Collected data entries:
◇ ◇ ◇ ◇

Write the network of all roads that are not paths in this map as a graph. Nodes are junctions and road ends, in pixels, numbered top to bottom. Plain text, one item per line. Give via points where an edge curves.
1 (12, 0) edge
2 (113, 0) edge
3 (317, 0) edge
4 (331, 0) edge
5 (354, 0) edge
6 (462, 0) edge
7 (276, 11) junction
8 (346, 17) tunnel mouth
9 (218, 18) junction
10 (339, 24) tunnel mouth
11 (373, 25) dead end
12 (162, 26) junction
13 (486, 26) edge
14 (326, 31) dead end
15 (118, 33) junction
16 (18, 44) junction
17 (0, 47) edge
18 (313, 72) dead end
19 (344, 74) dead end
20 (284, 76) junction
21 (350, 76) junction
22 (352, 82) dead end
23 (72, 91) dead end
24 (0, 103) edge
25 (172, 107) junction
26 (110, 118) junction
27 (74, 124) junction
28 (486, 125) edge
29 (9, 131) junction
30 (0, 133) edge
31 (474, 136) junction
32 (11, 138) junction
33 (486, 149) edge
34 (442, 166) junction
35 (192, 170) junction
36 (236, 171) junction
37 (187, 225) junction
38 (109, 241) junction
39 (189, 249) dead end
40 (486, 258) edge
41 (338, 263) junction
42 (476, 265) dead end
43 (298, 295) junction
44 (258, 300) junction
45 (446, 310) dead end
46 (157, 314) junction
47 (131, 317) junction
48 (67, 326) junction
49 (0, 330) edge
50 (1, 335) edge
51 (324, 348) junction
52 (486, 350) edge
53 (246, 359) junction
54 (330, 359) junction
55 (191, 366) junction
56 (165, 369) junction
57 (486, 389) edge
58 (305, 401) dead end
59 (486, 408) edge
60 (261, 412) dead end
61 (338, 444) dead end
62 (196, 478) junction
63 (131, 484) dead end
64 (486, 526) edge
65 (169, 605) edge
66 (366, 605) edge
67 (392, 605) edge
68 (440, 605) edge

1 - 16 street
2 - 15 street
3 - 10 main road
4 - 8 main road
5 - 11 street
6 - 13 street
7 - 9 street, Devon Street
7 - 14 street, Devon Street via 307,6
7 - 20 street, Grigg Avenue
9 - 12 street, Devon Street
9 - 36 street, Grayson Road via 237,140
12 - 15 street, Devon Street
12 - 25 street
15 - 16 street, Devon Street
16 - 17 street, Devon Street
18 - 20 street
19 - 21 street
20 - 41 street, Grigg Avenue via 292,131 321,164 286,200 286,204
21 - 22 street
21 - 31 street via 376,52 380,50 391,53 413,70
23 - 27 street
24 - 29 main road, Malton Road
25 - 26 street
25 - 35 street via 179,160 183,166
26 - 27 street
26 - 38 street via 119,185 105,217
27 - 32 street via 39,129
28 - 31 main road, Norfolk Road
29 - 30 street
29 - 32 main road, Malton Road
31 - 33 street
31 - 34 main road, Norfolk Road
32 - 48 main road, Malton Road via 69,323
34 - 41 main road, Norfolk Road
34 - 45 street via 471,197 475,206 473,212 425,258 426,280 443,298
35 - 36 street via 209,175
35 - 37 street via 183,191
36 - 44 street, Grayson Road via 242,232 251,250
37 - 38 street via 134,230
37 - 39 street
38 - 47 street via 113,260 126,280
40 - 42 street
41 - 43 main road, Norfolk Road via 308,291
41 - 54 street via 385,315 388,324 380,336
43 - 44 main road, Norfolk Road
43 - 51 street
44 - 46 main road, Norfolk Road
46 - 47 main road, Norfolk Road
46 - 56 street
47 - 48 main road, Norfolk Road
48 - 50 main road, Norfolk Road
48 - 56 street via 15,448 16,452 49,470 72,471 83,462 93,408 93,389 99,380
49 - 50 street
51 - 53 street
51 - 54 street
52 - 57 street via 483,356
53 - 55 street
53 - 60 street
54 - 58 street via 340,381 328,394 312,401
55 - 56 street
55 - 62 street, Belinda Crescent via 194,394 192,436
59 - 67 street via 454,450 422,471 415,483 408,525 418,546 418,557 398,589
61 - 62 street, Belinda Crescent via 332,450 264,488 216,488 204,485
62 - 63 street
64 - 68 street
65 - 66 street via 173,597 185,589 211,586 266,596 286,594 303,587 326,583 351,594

◇ ◇ ◇ ◇

• TASK BRIEF
Copy out the lines above with "Avenue" in them.

• EXPECTED ANSWER
7 - 20 street, Grigg Avenue
20 - 41 street, Grigg Avenue via 292,131 321,164 286,200 286,204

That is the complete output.